In the hemlocks surrounding Jean-Pierre’s trash-strewn driveway, bald eagles watched the action from a dignified distance. Not so the ravens, one of which swooped low enough to knock Jean-Pierre’s cap off. Then the bird glided smoothly to the rim of the can, cackled happily and grabbed a piece of melon peel.

“Yo, Jean-Pierre,” the Soupster called. “You can’t win a battle against those odds. Let me help you.”

The Soupster tipped the scales some in Jean-Pierre’s favor. The ravens may have given the Soupster slack because he truly loved ravens. Or because he was not French. Whatever, they flew back up into the hemlocks and started harassing the eagles.

“What got this stuff all over, Jean-Pierre?” the Soupster asked.

“I zink it was ze bear, mon Zoupster,” said Jean-Pierre. “It may have been ze land otter, but I don’t zink zo. I zink it was ze bear.”

“Did you keep your trash in your garage until pick-up day like you were supposed to?” asked the Soupster.

“Oui! Yes!” said Jean-Pierre. “Always!”

“Did you put any fish or meat in the can that might have smelled strong and attracted the bear?”

“Sacre bleu!” Jean-Pierre said. “My freezer needed repair. I thought for just a little while it would be all right. You are right, Zoupster. It was ze smelly fish zat attracted ze bear!”

“Not such a “heaven on zis Earth” if you have to watch your garbage so closely, eh, Jean-Pierre?” the Soupster teased.

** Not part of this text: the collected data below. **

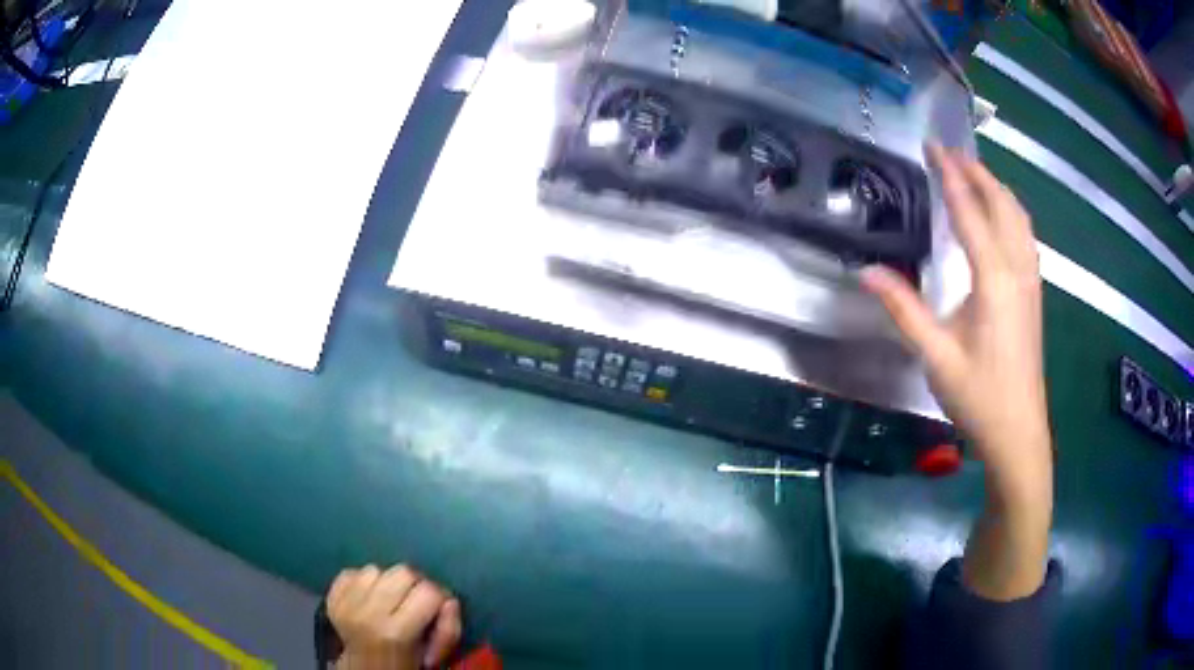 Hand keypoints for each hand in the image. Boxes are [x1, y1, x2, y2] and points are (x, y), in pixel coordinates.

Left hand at [328, 564, 461, 669]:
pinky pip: (352, 571)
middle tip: (414, 601)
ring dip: (386, 581)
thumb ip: (449, 626)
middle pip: (403, 572)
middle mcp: (367, 614)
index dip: (439, 598)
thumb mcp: (434, 651)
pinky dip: (363, 581)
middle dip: (414, 584)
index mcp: (396, 632)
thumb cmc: (406, 662)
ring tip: (388, 600)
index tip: (436, 610)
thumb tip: (449, 601)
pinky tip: (368, 598)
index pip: (429, 592)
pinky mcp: (331, 598)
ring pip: (375, 568)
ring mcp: (345, 604)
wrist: (365, 669)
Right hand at [861, 145, 1050, 480]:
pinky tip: (1001, 217)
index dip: (951, 176)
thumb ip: (904, 309)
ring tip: (974, 174)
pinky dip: (1010, 211)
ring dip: (997, 188)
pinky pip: (1025, 235)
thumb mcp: (936, 356)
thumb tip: (866, 272)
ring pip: (1019, 218)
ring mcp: (1031, 281)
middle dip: (977, 172)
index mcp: (994, 279)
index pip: (970, 211)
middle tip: (949, 153)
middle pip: (1002, 204)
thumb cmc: (978, 396)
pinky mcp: (1034, 293)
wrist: (1018, 432)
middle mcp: (1017, 270)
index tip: (933, 146) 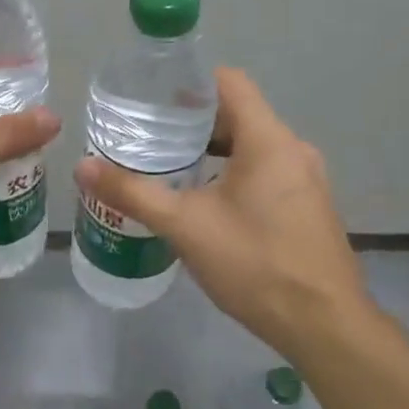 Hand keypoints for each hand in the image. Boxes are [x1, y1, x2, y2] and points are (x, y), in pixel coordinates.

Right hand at [73, 67, 376, 363]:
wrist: (326, 328)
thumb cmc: (256, 264)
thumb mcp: (185, 226)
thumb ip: (133, 193)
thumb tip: (82, 167)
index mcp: (268, 139)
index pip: (228, 82)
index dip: (189, 81)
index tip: (152, 96)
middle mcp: (292, 149)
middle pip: (238, 113)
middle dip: (192, 120)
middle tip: (148, 133)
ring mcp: (305, 179)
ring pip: (251, 145)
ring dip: (212, 149)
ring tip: (169, 165)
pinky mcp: (307, 206)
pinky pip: (265, 171)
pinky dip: (232, 172)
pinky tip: (204, 201) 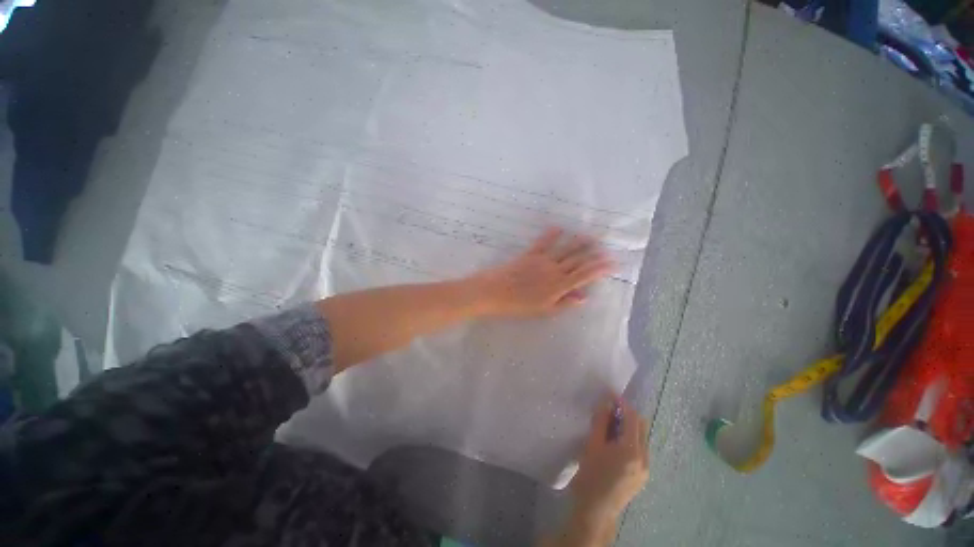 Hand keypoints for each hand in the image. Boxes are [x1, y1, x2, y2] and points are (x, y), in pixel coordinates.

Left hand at [471, 228, 613, 317]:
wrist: (494, 292)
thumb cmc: (518, 305)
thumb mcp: (544, 310)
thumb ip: (564, 303)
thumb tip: (584, 297)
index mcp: (559, 286)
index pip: (584, 275)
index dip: (600, 268)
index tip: (612, 262)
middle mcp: (554, 270)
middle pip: (578, 260)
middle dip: (593, 253)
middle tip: (605, 246)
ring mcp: (542, 261)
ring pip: (565, 250)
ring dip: (578, 242)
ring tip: (590, 235)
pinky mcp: (529, 254)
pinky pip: (543, 243)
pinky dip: (551, 235)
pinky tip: (559, 227)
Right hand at [570, 395, 649, 519]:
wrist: (595, 512)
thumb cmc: (590, 476)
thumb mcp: (592, 445)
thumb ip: (601, 421)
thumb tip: (606, 402)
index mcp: (632, 450)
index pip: (632, 418)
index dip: (621, 403)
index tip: (609, 394)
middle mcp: (644, 458)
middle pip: (641, 426)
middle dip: (626, 413)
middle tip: (608, 409)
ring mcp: (646, 468)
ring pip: (641, 437)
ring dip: (628, 426)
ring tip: (609, 425)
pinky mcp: (642, 476)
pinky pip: (639, 449)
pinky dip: (629, 439)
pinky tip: (614, 442)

“Au contraire, Zoupster!” Jean-Pierre said. “Zis is nature. In nature, zere is always zometing to capitalize on a mistake zat any creature makes. Nature, she is very efficient, no?”

“Yes,” the Soupster said.

“And, Zoupster,” Jean-Pierre concluded, as the two men hoisted upright the now-filled can. “We are zo lucky to live right with nature. With nature right on our doorstep. In our driveway. C’est magnifique, no?”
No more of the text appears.